The 1911 fire that swept through the ­Triangle Shirtwaist factory in New York, killing 146 people, was the catalyst for big improvements in industrial working conditions in America. The April 24 collapse of Rana Plaza, an eight-story complex of clothing factories near Dhaka, Bangladesh, was far deadlier, killing at least 650.

Although the tragedy has led to calls for safer factories in Bangladesh and other developing countries, it is far from certain that this will happen.

After the New York fire, protests by trade unionists led to new laws being passed and enforced. Factory owners and their customers took the higher costs on the chin, because in those less-globalized times there was nowhere else for them to go.

Things are more complicated in Bangladesh. Its trade unions are suppressed more aggressively than they ever were in America. It already has building regulations that should have prevented the collapse, but they were not enforced. Two dozen factory owners are members of parliament. The factories' foreign customers have plenty of other low-cost countries to which they could switch their work.

Some well-known U.S. firms are said to be contemplating doing exactly that — not because they fear that higher standards in Bangladeshi factories will raise costs, but because they fear that another tragedy would damage their reputations. The factory collapse came less than six months after a fire at another clothing factory near Dhaka killed 117 people.

So far, however, most of the big global clothing brands and retailers seem likely to stay in Bangladesh, to try harder to improve safety in their contractors' factories and to build goodwill among locals. Primark, a low-cost British retailer, and Loblaw — the Canadian owner of the Joe Fresh brand, whose wares have been found in the rubble — both have agreed to pay compensation to victims and their families.

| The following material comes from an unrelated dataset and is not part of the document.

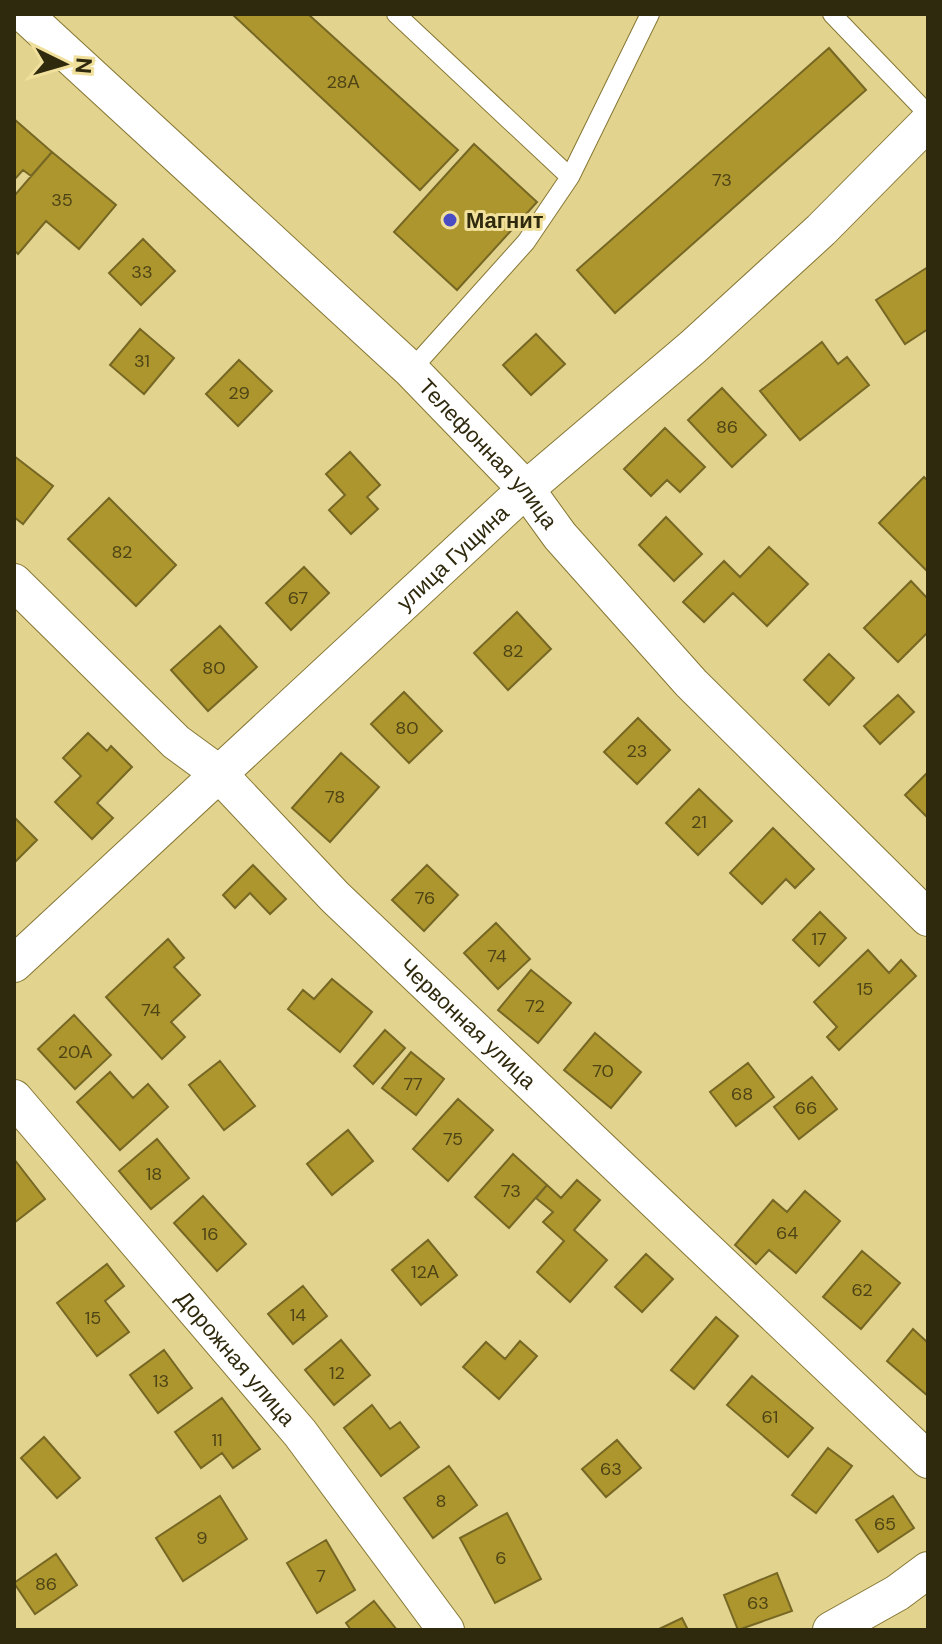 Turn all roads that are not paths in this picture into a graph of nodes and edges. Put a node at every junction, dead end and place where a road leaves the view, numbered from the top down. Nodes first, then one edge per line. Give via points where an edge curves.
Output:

Even before the latest disaster, some foreign retailers had taken steps to raise standards. Last October Gap Inc. announced a fire-safety action plan, which would include helping factory owners to pay for improvements. On April 9 Wal-Mart, some of whose products were found in the ashes of last year's factory fire, gave $1.6 million to the Institute of Sustainable Communities, a nongovernmental organization, to help it set up a health-and-safety academy in Bangladesh. Wal-Mart also recently introduced stricter fire-safety audits and a "zero tolerance" policy toward contractors caught using unauthorized factories to make Wal-Mart products.

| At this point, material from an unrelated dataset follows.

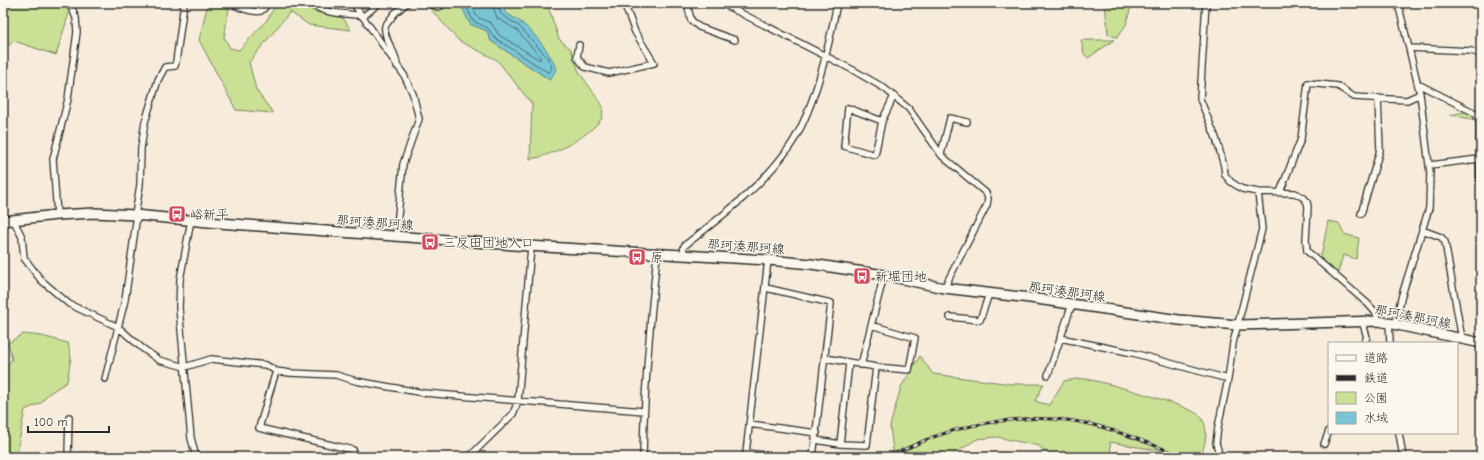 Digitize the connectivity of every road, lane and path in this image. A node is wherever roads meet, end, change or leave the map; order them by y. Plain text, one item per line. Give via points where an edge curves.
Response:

(Target has said it had no known production in the factory that collapsed. As spokeswoman told the Star Tribune last week that Target will not knowingly do business with a factory that cannot meet Target's ethical and safety standards. In Bangladesh, the company uses its own internal, unannounced audit process and its own auditor to ensure vendors are meeting Target's standards, she added.)

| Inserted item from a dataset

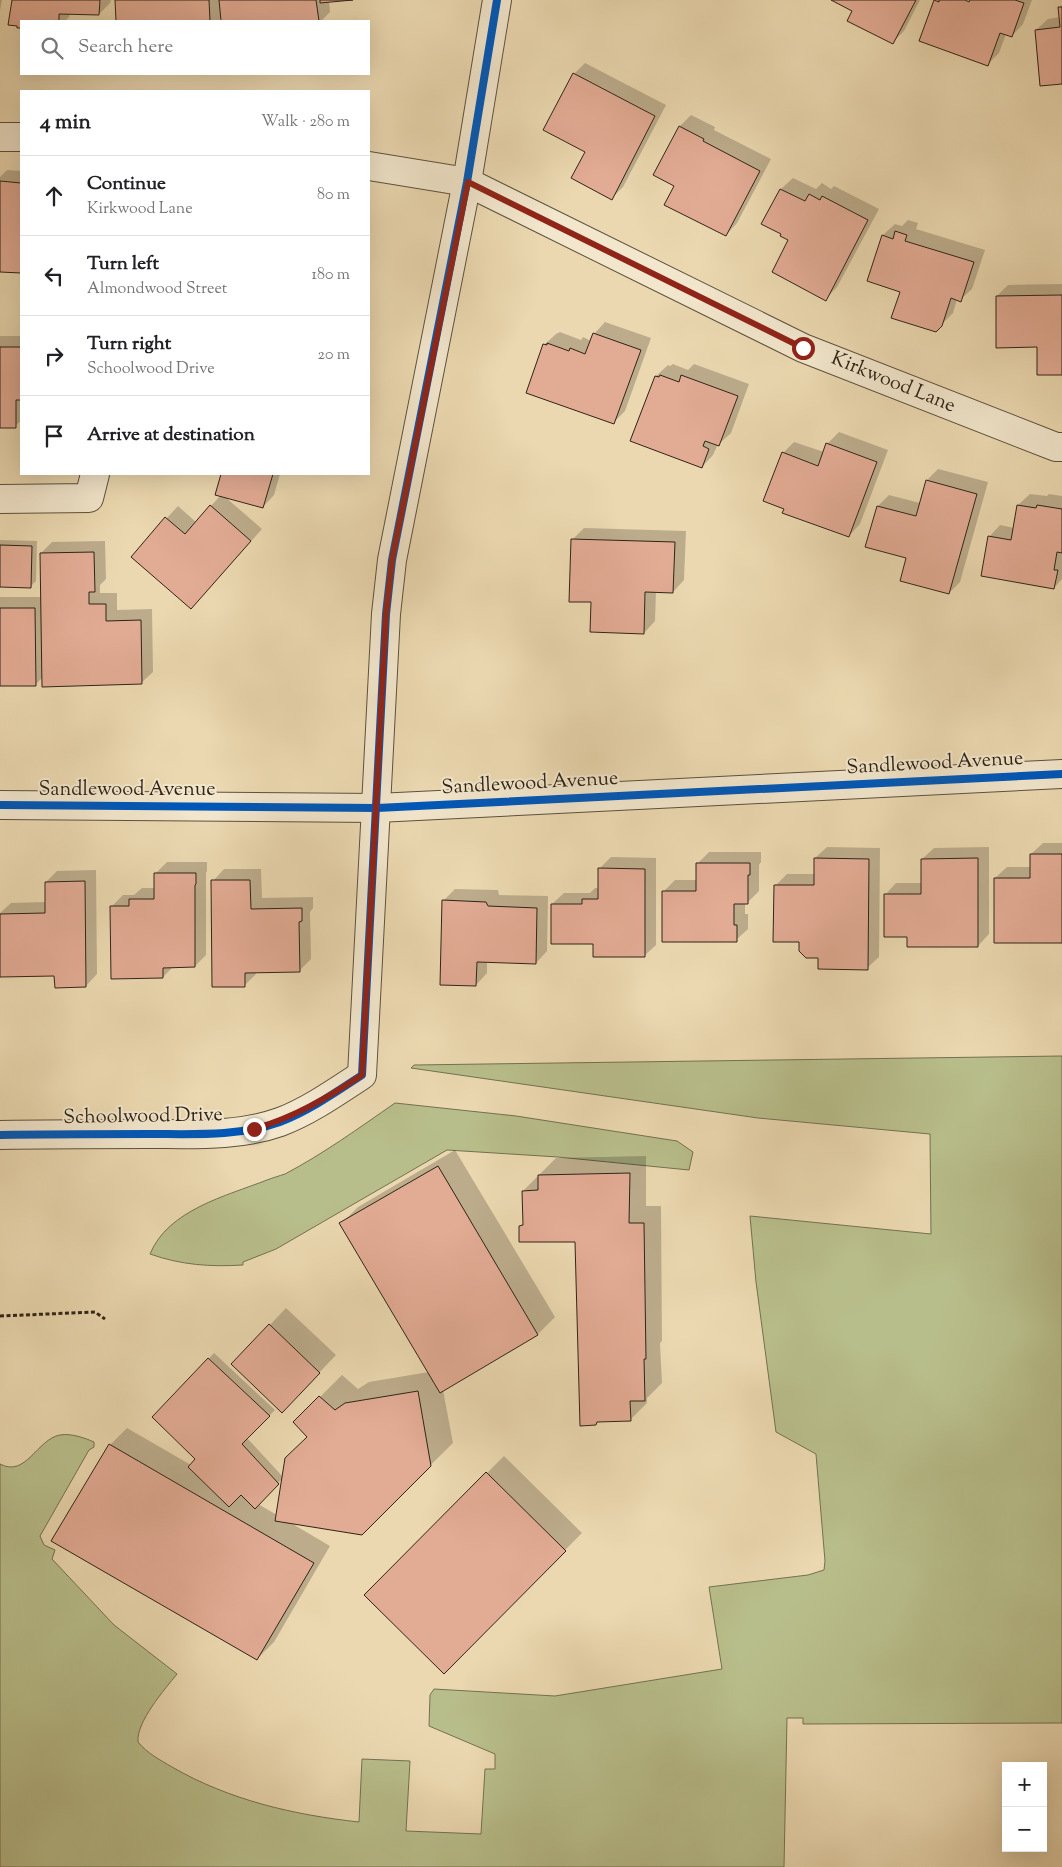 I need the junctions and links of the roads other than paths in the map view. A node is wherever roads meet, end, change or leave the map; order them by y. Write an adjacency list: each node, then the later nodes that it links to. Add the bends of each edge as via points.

For the past couple of months, the main international firms buying clothes from Bangladesh have been meeting government representatives to try to agree on a broader strategy to improve factory safety. The latest meeting took place on April 29 in Germany, with a couple of dozen firms and some nongovernmental organizations.

Critics gripe that the existing system for auditing the complex, constantly changing supply chain is little more than a box-checking exercise. Some global firms' audits are more transparent than those of others. Some auditors are paid by the factories they inspect, a clear conflict of interest. Scott Nova of the Worker Rights Consortium, a pressure group, says that many audits covered issues such as working hours and child labor but — at least until recently — lacked even cursory inspections of factories' structural soundness or fire exits.

Nike, Gap, Wal-Mart and some other big firms acknowledge that audits alone are not doing enough to improve safety. They have started to work more closely with factory owners to remedy any shortcomings the audits turn up. Progress has been slow, however, prompting some nongovernmental organizations to wonder if they should call for global firms to quit Bangladesh.

"I'm not normally one to call for disinvestment in a country," says Aron Cramer of Business for Social Responsibility, "but you have to ask if it is the right thing to do, given the massive across-the-board failure in Bangladesh."

America and the European Union should threaten to restrict imports from places that fail to enforce proper standards, Cramer said.

Staff writer Thomas Lee contributed to this report.